IMHO, one of the strong points of the Propeller architecture is bit manipulation. I often use instructions such as rcr, rev, muxc, andn, movi, movd for intended and unintended things. To use "movd", in som situations, saves me 3 instructions instead of doing "and dest" -> "and source" -> "shl source" -> "or dest, source". Designing your code (and formats) with Propeller instruction bit fieds in mind can increase execution speed for inner loops. I often think of how nice it would be to have arbitrary bit field read/write instructions. That would be very useful for a lot of general cases.
3 instructions would be needed.
SMM - Set Multiplex Mask (maybe the accumulator could be used as a mask?)
MUXV - Multiplex Value
DMIV - Demultiplex Into Value
If you want to fill a destination address with data in some arbitrary bits, you could just.
SMM bitMask
MUX dest, source
The bits in source would fill upp all the ones of the mask in destination. Starting from the LSB and until there are no more "holes" to fill.
SMM -> DMIV would do the opposite of course.
Maybe these kind of "dynamic" instructions eats more silicon and are harder to implement?
/Johannes
Those are really nice ideas. It would take a lot of logic to make a bit-filling mux like that. It might be slow, too, because of serial computations needed to get to the next hole. I'll look into it today. I know it would save a lot of code in the Spin interpreter.

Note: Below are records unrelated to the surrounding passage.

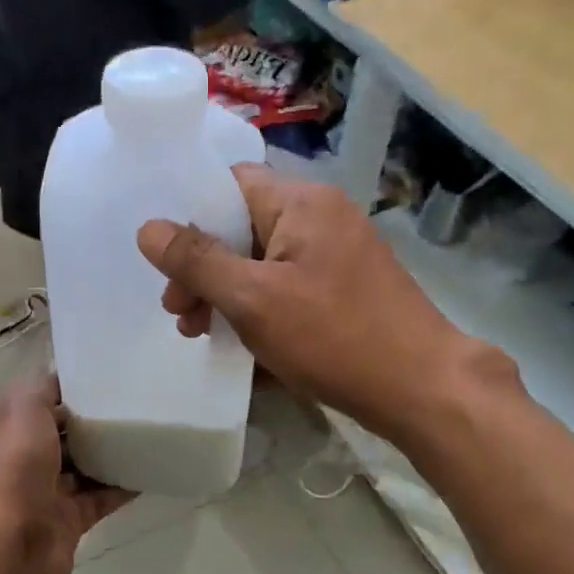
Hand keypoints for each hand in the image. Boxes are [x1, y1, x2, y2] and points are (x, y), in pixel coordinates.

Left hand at [0, 376, 131, 573]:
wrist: (11, 546)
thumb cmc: (15, 468)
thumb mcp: (22, 409)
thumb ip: (42, 388)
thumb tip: (62, 380)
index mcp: (11, 429)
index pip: (41, 402)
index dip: (69, 389)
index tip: (106, 378)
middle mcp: (26, 458)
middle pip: (64, 434)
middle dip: (92, 421)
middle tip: (133, 404)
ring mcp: (47, 492)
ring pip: (84, 466)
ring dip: (109, 453)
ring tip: (145, 433)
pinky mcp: (69, 520)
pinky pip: (101, 498)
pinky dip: (122, 487)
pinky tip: (148, 471)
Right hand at [137, 165, 495, 442]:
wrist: (425, 390)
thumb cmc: (334, 336)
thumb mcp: (253, 299)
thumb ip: (196, 260)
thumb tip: (148, 228)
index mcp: (301, 203)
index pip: (230, 182)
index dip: (191, 213)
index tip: (166, 258)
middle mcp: (320, 216)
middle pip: (241, 226)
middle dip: (203, 267)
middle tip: (179, 311)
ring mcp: (336, 252)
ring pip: (261, 259)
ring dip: (225, 292)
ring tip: (201, 333)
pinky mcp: (345, 286)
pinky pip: (286, 283)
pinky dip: (258, 305)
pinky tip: (241, 342)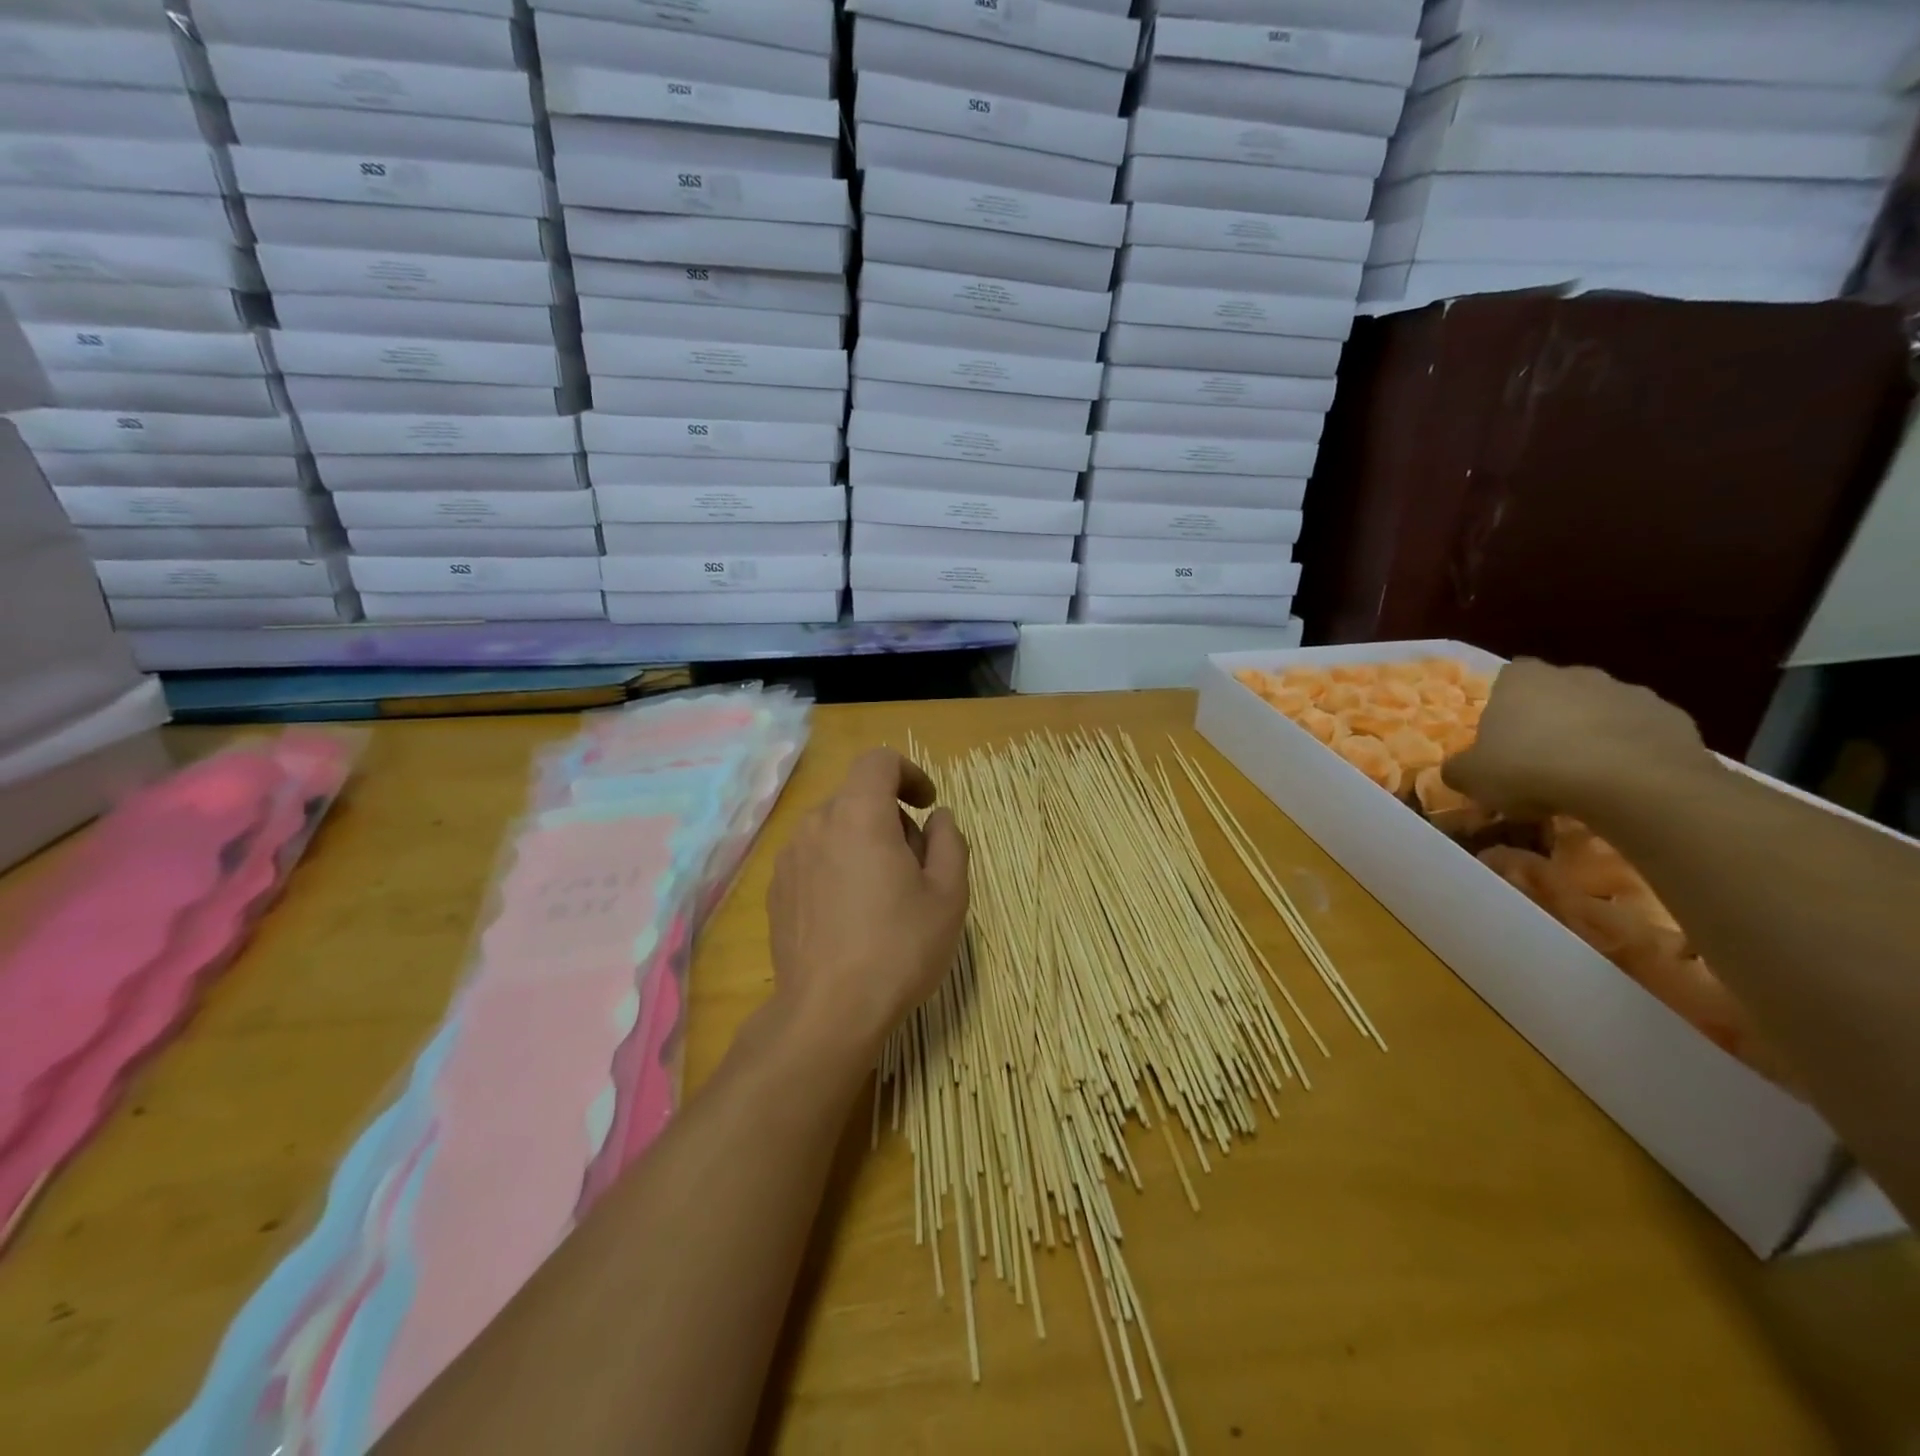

To address these kinds of issues, there are now instructions which can get and set nibbles, bytes, and words, with the field# being coded into the instruction, making them non-modal, so that all tasks can use them without any configuration contingencies:
Defaulting to it is great for the shuttle runs, but before production, the pull-low trick would be helpful (so external logic can drive P64-P79 in production boards)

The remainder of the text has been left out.